Belval / pdf2image

A python module that wraps the pdftoppm utility to convert PDF to PIL Image object
MIT License
1.51k stars 187 forks source link

`Page rot` metadata and `size` param interact incorrectly in convert_from_path() #272

Open Crowfunder opened 7 months ago

Crowfunder commented 7 months ago

Describe the bug Attempting to convert a pdf with a size param, with pdf Page rot rotation metadata changing its original orientation (90, 270 etc) forces the scanned pages onto i.e a horizontal template, despite it being vertical. Any PDF viewer displays the pdf, correctly, as a vertical one. As a result of this issue, half of the page is cut off, and its remainder is squished.

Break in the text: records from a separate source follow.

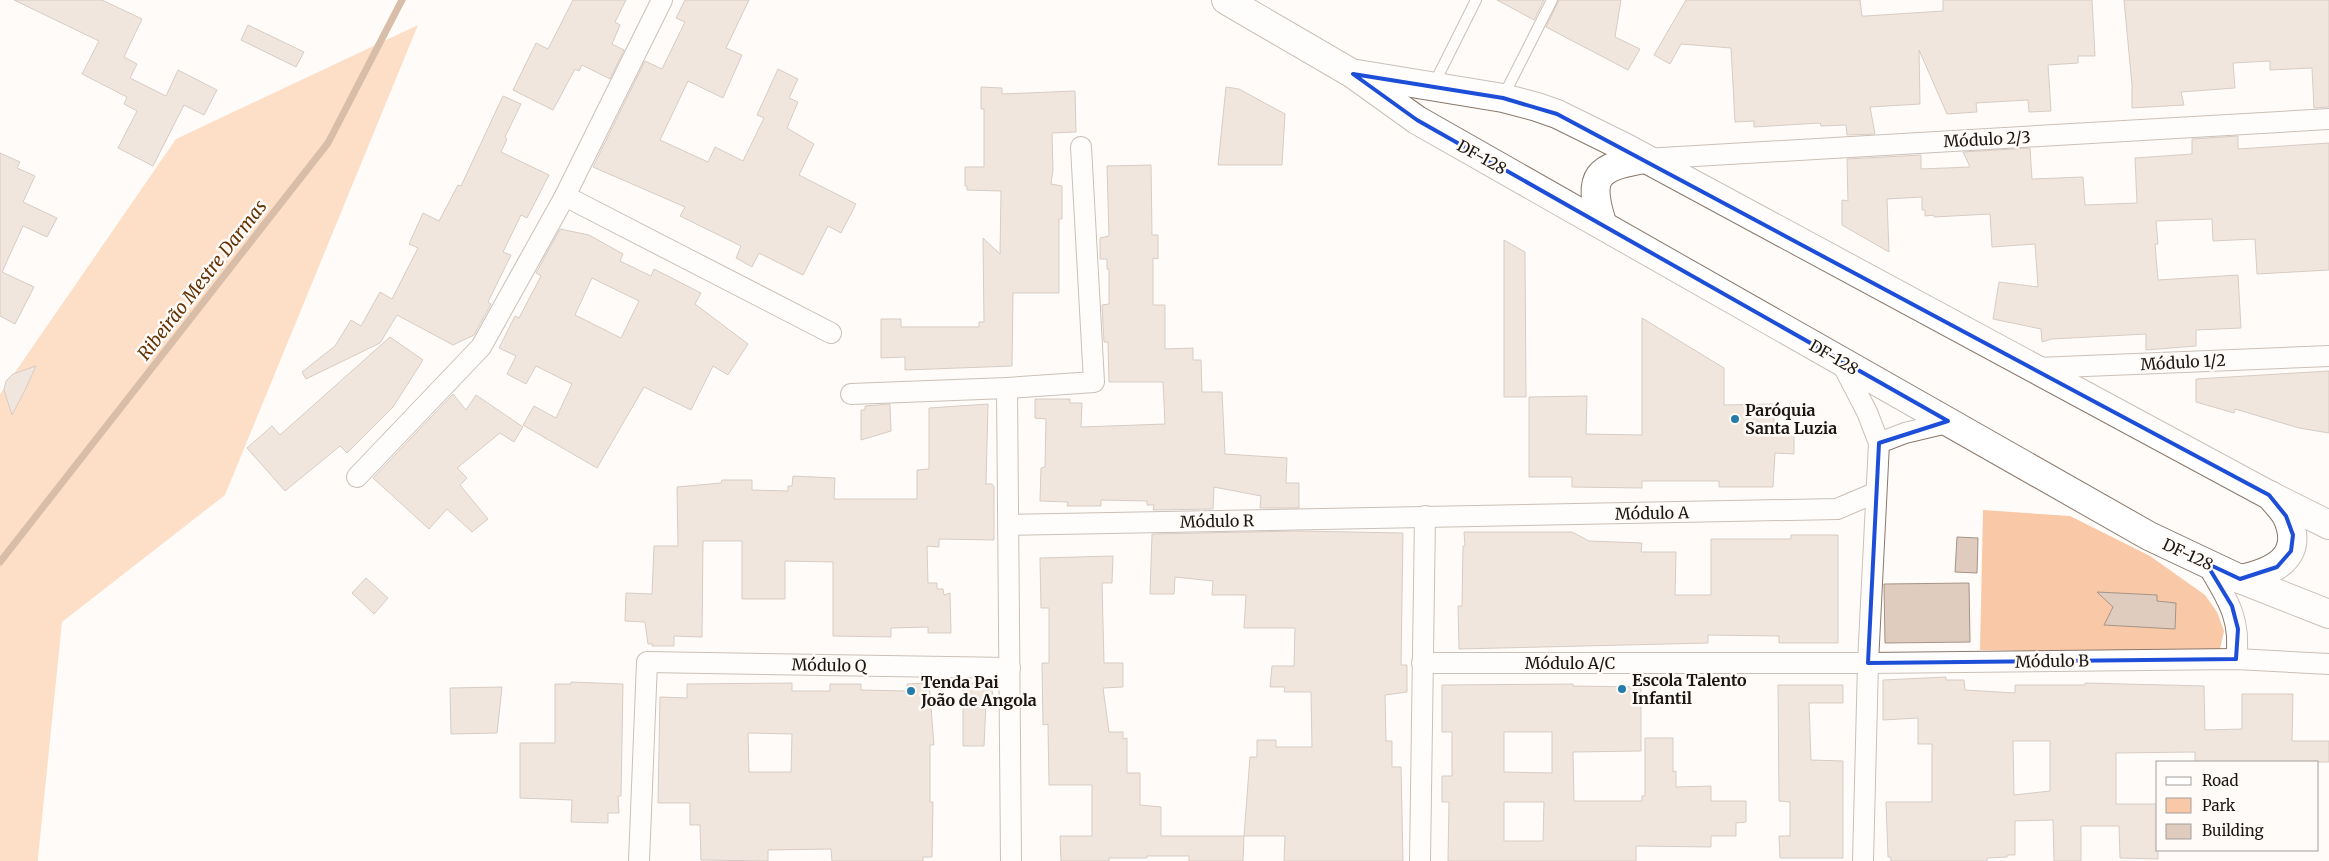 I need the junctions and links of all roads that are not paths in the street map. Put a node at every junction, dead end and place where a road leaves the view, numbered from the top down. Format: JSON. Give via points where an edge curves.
{"nodes":[{"id":1,"x":662,"y":0,"type":"edge"},
{"id":2,"x":1226,"y":0,"type":"edge"},
{"id":3,"x":1476,"y":0,"type":"edge"},
{"id":4,"x":1552,"y":0,"type":"edge"},
{"id":5,"x":1353,"y":74,"type":"junction"},
{"id":6,"x":1433,"y":86,"type":"junction"},
{"id":7,"x":1503,"y":98,"type":"junction"},
{"id":8,"x":2329,"y":119,"type":"edge"},
{"id":9,"x":1081,"y":147,"type":"dead end"},
{"id":10,"x":1645,"y":159,"type":"junction"},
{"id":11,"x":565,"y":196,"type":"junction"},
{"id":12,"x":1602,"y":223,"type":"junction"},
{"id":13,"x":831,"y":334,"type":"dead end"},
{"id":14,"x":2329,"y":356,"type":"edge"},
{"id":15,"x":1840,"y":360,"type":"junction"},
{"id":16,"x":2037,"y":368,"type":"junction"},
{"id":17,"x":1007,"y":388,"type":"junction"},
{"id":18,"x":851,"y":394,"type":"dead end"},
{"id":19,"x":1951,"y":422,"type":"junction"},
{"id":20,"x":1879,"y":443,"type":"junction"},
{"id":21,"x":357,"y":477,"type":"dead end"},
{"id":22,"x":1876,"y":493,"type":"junction"},
{"id":23,"x":2269,"y":495,"type":"junction"},
{"id":24,"x":1425,"y":516,"type":"junction"},
{"id":25,"x":1009,"y":525,"type":"junction"},
{"id":26,"x":2329,"y":525,"type":"edge"},
{"id":27,"x":2206,"y":563,"type":"junction"},
{"id":28,"x":2240,"y":579,"type":"junction"},
{"id":29,"x":2329,"y":614,"type":"edge"},
{"id":30,"x":2236,"y":659,"type":"junction"},
{"id":31,"x":1422,"y":663,"type":"junction"},
{"id":32,"x":1868,"y":663,"type":"junction"},
{"id":33,"x":2329,"y":664,"type":"edge"},
{"id":34,"x":1010,"y":668,"type":"junction"},
{"id":35,"x":639,"y":861,"type":"edge"},
{"id":36,"x":1011,"y":861,"type":"edge"},
{"id":37,"x":1420,"y":861,"type":"edge"},
{"id":38,"x":1863,"y":861,"type":"edge"}],
"edges":[{"from":1,"to":11,"type":"street"},
{"from":2,"to":5,"type":"main road","name":"DF-128","number":"DF-128"},
{"from":3,"to":6,"type":"lane"},
{"from":4,"to":7,"type":"lane"},
{"from":5,"to":6,"type":"main road","name":"DF-128","number":"DF-128"},
{"from":5,"to":12,"type":"main road","name":"DF-128","number":"DF-128","via":[[1417,120]]},
{"from":6,"to":7,"type":"main road","name":"DF-128","number":"DF-128"},
{"from":7,"to":10,"type":"main road","name":"DF-128","number":"DF-128","via":[[1557,114]]},
{"from":8,"to":10,"type":"street","name":"Módulo 2/3"},
{"from":9,"to":17,"type":"street","via":[[1094,382]]},
{"from":10,"to":12,"type":"main road","via":[[1618,163],[1604,170],[1596,184],[1594,199]]},
{"from":10,"to":16,"type":"main road","name":"DF-128","number":"DF-128"},
{"from":11,"to":13,"type":"street"},
{"from":11,"to":21,"type":"street","via":[[481,347]]},
{"from":12,"to":15,"type":"main road","name":"DF-128","number":"DF-128"},
{"from":14,"to":16,"type":"street","name":"Módulo 1/2"},
{"from":15,"to":19,"type":"main road","name":"DF-128","number":"DF-128"},
{"from":15,"to":20,"type":"street"},
{"from":16,"to":23,"type":"main road","name":"DF-128","number":"DF-128"},
{"from":17,"to":18,"type":"street"},
{"from":17,"to":25,"type":"street"},
{"from":19,"to":20,"type":"street"},
{"from":19,"to":27,"type":"main road","name":"DF-128","number":"DF-128","via":[[2149,536]]},
{"from":20,"to":22,"type":"street"},
{"from":22,"to":24,"type":"street","name":"Módulo A","via":[[1837,509]]},
{"from":22,"to":32,"type":"street"},
{"from":23,"to":26,"type":"main road","name":"DF-128","number":"DF-128"},
{"from":23,"to":28,"type":"main road","via":[[2286,516],[2293,535],[2291,551],[2277,567]]},
{"from":24,"to":25,"type":"street","name":"Módulo R"},
{"from":24,"to":31,"type":"street"},
{"from":25,"to":34,"type":"street"},
{"from":27,"to":28,"type":"main road","name":"DF-128","number":"DF-128"},
{"from":27,"to":30,"type":"street","via":[[2232,606],[2238,629]]},
{"from":28,"to":29,"type":"main road","name":"DF-128","number":"DF-128"},
{"from":30,"to":32,"type":"street","name":"Módulo B"},
{"from":30,"to":33,"type":"street","name":"Módulo B"},
{"from":31,"to":32,"type":"street","name":"Módulo A/C"},
{"from":31,"to":37,"type":"street"},
{"from":32,"to":38,"type":"street"},
{"from":34,"to":35,"type":"street","name":"Módulo Q","via":[[647,662]]},
{"from":34,"to":36,"type":"street"}]}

To Reproduce Steps to reproduce the behavior:

import numpy as np
import cv2
from pdf2image import convert_from_path, pdfinfo_from_path

pdf_path = 'our pdf path'

# Return PDF rotation from its metadata
rotation = pdf2image.pdfinfo_from_path(pdf_path)['Page rot'])
print(f'PDF rotation: {rotation}') 

# Get the pdf pages' images
images = convert_from_path(pdf_path, 600, size=(1653, 2338))

# Write all page images to files
i=0
for image in images:
    i+=1
    cv2.imwrite(f'page{i}.jpg', np.array(image)) 

Expected behavior Rotation metadata and size param get applied correctly.

Screenshots An example page from a pdf with rotation

Desktop (please complete the following information):

Notes: I'm well aware that it's probably an issue with Poppler, not with pdf2image, but there may be some walkaround, or some info may be gathered here for a Poppler issue.

Theoretically the issue will be resolved if the rotation gets applied into the file permanently, instead of being embedded in metadata.

Belval commented 7 months ago

Could you try to manually run popper on the asset? Something like:

pdftoppm -r 200 your_asset.pdf out

As you pointed out this might be an issue with poppler but I'd like to confirm first. You can also try to use pdftocairo and see if the orientation is correct in that case.

Crowfunder commented 7 months ago

pdftoppm -r 200 your_asset.pdf out This one worked perfectly.

Belval commented 7 months ago

Ok so the issue is with pdf2image somehow. Can you share the asset?

Crowfunder commented 7 months ago

Forgot to mention that pdftocairo works fine. the pdf in question https://wormhole.app/kRZQl#5lMmzZ6BtD7RFIGOOaTOsw

tenberg commented 5 months ago

I just ran into a similar issue also with dpi not being set correctly. Not sure if this helps the debug process, but in my code I decided to the following: page[0].save(f"{working_path}{pdf[0:pdf.find('.')]}.tif", "TIFF", dpi=300)

and saw this error in PIL/TiffImagePlugin.py: ifd[RESOLUTION_UNIT] = 2 ifd[X_RESOLUTION] = dpi[0] ifd[Y_RESOLUTION] = dpi[1]

which led me to believe dpi should be a 2 element list. So I then tried: page[0].save(f"{working_path}{pdf[0:pdf.find('.')]}.tif", "TIFF", dpi=[300, 300])

and when I checked the .tif in Preview, the resolution was correct at 300dpi instead of 72.

Just to sum up, I converted a 11 x 8.5 pdf to tiff using the following lines and removed dpi=300 from convert_from_path and moved it to save as a 2 element list: page = convert_from_path(f"{working_path}{pdf}", size=(3300, 2550)) page[0].save(f"{working_path}{pdf[0:pdf.find('.')]}.tif", "TIFF", dpi=[300, 300])

Hope this helps.